(Work item): Going from the top of the data below, give again each line through the one containing "Instruction: Summarize the", both ends kept.

[Data records]
+++
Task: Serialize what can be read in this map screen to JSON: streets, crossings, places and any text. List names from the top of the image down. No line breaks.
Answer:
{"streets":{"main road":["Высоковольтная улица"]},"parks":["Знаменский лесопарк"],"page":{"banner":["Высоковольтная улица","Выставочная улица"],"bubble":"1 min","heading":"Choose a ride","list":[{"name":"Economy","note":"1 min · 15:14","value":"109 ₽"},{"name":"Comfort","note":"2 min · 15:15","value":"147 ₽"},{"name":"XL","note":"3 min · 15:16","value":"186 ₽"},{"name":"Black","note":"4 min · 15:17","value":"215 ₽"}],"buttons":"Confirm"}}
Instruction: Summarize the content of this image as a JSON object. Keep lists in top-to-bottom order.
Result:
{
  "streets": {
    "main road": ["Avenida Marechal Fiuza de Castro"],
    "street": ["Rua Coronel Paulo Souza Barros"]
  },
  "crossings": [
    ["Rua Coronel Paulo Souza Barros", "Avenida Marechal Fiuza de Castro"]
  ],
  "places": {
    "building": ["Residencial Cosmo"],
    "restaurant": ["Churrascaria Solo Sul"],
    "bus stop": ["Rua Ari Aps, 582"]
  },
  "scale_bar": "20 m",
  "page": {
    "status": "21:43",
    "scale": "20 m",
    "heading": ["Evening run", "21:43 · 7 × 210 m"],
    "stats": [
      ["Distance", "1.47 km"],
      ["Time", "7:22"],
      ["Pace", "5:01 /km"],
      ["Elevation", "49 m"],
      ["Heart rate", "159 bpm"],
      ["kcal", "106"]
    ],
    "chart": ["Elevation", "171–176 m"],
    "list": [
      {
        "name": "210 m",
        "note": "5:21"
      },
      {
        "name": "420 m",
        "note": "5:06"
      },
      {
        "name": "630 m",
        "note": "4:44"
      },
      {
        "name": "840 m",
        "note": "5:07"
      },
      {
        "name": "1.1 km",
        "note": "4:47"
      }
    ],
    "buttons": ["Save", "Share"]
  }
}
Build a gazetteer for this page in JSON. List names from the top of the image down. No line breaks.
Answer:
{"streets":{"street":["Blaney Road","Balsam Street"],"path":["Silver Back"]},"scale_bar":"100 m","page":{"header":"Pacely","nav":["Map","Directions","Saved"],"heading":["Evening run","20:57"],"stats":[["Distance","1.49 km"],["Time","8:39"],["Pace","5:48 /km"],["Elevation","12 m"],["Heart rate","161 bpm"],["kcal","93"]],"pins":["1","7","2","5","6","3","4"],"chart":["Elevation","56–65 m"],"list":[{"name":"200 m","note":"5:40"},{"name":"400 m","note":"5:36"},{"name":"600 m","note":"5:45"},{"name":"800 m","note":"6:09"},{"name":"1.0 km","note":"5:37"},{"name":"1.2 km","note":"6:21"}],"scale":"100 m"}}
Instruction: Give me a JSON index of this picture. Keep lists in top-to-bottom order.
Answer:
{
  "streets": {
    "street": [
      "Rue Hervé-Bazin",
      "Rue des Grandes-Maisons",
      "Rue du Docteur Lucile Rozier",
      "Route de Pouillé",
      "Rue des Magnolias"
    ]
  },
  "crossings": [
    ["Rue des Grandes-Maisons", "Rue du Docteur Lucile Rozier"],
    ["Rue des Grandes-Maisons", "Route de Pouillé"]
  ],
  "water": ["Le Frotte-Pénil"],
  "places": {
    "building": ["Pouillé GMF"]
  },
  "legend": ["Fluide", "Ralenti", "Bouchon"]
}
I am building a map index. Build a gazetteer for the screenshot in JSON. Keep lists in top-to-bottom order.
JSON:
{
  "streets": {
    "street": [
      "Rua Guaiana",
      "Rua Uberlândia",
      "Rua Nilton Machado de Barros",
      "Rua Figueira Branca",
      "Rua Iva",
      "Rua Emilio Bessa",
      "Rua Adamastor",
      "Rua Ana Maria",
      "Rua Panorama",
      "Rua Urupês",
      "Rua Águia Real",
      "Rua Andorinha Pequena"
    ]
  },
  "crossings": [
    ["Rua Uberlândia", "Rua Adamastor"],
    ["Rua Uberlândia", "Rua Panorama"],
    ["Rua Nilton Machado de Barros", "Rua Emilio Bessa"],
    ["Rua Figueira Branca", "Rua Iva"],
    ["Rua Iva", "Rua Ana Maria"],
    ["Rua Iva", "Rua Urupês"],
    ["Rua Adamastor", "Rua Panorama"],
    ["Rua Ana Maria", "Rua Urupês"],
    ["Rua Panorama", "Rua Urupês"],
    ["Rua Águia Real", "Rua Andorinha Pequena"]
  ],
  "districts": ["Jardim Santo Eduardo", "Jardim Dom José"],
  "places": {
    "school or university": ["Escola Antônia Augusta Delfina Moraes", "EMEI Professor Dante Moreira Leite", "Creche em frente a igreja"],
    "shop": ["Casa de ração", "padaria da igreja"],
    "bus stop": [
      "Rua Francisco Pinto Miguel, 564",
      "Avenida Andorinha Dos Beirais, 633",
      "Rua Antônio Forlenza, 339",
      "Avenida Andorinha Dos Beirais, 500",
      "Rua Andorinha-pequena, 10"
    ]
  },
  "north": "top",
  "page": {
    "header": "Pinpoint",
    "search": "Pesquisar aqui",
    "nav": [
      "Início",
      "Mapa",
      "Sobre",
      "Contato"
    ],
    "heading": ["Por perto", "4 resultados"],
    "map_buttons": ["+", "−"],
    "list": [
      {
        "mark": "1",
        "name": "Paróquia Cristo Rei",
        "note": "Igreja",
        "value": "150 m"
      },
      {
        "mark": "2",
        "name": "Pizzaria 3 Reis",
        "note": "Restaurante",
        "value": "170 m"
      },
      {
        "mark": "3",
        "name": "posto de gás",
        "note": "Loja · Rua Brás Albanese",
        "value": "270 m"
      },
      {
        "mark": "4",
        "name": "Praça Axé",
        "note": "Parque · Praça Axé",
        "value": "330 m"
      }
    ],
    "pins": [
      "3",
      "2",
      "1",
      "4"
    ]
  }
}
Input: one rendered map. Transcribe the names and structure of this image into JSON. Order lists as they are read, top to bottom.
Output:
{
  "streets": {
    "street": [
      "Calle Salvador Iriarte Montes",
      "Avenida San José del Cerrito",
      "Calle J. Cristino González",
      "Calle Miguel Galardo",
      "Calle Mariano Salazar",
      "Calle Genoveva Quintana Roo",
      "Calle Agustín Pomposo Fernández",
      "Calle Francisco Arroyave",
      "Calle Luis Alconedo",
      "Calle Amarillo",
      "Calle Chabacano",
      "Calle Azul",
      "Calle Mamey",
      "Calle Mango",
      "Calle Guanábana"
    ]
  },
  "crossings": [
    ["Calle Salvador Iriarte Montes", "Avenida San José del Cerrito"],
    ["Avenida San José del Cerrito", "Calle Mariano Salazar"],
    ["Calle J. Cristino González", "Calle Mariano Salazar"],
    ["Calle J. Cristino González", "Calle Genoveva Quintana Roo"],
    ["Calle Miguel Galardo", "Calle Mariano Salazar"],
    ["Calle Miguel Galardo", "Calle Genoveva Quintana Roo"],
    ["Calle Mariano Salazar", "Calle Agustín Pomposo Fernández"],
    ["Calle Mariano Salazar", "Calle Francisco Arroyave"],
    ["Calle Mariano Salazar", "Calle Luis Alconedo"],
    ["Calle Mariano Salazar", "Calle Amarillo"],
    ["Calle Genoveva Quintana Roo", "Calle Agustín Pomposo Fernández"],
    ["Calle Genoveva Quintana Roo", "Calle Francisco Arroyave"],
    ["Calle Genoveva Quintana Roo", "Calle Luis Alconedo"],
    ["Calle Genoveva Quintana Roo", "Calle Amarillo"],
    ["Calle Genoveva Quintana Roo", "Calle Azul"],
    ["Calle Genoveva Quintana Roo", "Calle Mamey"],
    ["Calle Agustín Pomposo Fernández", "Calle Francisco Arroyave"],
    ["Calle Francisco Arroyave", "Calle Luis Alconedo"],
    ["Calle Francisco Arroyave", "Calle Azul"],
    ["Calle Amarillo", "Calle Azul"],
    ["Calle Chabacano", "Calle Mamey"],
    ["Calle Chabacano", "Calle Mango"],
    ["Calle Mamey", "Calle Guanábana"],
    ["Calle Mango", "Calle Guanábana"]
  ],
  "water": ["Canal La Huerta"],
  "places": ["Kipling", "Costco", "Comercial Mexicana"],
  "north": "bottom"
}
+++
(Reply to the exercise):
Task: Serialize what can be read in this map screen to JSON: streets, crossings, places and any text. List names from the top of the image down. No line breaks.
Answer:
{"streets":{"main road":["Высоковольтная улица"]},"parks":["Знаменский лесопарк"],"page":{"banner":["Высоковольтная улица","Выставочная улица"],"bubble":"1 min","heading":"Choose a ride","list":[{"name":"Economy","note":"1 min · 15:14","value":"109 ₽"},{"name":"Comfort","note":"2 min · 15:15","value":"147 ₽"},{"name":"XL","note":"3 min · 15:16","value":"186 ₽"},{"name":"Black","note":"4 min · 15:17","value":"215 ₽"}],"buttons":"Confirm"}}
Instruction: Summarize the content of this image as a JSON object. Keep lists in top-to-bottom order.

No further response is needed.